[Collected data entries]

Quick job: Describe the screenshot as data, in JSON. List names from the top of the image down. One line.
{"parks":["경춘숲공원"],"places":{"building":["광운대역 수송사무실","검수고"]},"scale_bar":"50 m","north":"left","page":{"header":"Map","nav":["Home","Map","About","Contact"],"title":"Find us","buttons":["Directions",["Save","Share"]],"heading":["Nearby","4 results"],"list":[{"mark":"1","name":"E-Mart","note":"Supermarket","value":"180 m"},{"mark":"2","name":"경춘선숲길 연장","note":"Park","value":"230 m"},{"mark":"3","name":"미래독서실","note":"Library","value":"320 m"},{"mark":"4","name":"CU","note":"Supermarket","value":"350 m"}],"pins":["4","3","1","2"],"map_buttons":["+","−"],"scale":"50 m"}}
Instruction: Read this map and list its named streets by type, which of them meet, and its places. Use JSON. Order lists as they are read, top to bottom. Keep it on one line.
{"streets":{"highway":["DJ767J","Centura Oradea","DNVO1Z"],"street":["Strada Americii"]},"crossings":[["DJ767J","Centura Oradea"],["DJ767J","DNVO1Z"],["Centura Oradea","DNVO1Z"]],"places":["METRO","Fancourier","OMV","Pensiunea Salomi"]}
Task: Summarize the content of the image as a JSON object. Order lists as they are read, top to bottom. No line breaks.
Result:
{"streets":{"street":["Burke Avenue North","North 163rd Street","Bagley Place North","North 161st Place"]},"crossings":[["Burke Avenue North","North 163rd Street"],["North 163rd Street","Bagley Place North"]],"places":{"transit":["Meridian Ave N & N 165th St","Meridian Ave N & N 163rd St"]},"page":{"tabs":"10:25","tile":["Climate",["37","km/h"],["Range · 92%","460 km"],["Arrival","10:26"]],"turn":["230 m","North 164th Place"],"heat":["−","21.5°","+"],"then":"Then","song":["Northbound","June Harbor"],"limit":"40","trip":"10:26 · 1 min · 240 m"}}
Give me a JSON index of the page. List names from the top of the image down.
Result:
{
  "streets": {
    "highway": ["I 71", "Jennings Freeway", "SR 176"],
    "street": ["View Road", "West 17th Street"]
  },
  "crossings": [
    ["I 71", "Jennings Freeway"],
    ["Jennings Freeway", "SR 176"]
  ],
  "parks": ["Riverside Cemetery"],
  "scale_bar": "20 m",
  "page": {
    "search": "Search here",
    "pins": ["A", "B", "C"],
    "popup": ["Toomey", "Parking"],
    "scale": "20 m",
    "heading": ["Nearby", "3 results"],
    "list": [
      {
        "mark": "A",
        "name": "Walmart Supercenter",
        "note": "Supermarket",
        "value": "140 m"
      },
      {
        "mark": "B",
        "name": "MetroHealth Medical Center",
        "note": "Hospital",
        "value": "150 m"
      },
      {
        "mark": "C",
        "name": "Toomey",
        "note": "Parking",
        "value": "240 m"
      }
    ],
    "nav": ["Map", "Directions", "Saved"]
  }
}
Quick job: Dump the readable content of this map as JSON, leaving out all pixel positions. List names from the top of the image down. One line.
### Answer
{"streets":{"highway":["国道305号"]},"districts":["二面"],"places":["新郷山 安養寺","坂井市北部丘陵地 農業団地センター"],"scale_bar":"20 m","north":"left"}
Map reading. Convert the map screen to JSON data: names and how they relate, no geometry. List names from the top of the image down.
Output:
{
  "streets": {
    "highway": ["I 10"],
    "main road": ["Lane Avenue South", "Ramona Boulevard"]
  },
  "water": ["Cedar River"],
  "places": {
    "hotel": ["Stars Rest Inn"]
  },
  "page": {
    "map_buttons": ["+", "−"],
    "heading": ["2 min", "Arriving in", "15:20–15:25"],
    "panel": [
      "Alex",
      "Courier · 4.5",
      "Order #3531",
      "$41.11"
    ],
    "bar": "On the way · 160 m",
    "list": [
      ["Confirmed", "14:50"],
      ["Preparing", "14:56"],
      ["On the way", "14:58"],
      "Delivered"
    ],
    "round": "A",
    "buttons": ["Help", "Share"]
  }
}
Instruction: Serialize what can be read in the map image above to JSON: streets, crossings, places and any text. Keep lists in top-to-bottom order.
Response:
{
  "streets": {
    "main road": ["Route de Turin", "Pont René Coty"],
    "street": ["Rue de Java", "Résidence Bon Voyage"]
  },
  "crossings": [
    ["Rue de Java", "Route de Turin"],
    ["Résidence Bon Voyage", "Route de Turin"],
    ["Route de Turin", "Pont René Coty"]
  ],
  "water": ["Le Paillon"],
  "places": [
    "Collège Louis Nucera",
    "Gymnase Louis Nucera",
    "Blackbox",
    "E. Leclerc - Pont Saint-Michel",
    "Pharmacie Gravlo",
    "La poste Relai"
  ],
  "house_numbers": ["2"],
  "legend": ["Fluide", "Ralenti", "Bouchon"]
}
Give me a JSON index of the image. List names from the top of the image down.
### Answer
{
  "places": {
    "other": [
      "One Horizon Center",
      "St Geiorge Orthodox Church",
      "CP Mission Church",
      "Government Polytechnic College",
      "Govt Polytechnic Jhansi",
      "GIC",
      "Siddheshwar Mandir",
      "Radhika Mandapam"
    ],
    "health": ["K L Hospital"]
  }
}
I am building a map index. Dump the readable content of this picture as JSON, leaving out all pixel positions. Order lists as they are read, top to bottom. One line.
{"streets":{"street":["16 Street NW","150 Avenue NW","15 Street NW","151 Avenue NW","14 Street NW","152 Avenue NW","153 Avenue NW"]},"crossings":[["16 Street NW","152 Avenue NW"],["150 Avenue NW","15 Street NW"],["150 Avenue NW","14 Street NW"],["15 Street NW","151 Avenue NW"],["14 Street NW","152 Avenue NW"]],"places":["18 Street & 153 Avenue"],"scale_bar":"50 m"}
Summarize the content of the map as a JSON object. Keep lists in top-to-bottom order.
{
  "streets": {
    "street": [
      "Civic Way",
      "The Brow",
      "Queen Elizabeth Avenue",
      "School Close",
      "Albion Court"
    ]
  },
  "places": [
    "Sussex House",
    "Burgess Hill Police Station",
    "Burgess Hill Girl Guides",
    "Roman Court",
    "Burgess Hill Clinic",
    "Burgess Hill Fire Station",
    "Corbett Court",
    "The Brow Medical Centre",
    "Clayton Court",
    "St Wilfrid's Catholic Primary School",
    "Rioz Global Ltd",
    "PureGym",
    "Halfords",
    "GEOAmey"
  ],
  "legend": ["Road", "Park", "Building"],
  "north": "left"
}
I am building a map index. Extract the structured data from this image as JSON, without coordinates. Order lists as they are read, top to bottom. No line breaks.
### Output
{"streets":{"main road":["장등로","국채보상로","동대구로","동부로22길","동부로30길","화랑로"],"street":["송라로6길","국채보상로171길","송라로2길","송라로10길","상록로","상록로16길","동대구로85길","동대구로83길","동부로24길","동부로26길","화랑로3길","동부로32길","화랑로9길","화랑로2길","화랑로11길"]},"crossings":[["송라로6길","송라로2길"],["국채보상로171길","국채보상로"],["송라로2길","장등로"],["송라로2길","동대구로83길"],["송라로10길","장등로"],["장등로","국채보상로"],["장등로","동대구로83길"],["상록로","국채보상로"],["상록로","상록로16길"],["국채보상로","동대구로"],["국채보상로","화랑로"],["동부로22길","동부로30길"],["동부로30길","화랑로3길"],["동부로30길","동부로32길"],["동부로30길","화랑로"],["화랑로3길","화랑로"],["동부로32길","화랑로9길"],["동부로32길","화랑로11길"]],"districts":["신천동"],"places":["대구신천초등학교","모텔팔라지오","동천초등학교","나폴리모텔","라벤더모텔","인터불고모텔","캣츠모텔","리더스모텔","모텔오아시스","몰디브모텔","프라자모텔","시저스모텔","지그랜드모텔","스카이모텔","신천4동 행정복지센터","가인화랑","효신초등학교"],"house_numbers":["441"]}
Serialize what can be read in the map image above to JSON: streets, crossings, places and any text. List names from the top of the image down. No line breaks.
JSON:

(What is needed): Say how many lines above contain the string "Serialize", writing only the number.

(Exercise result): 2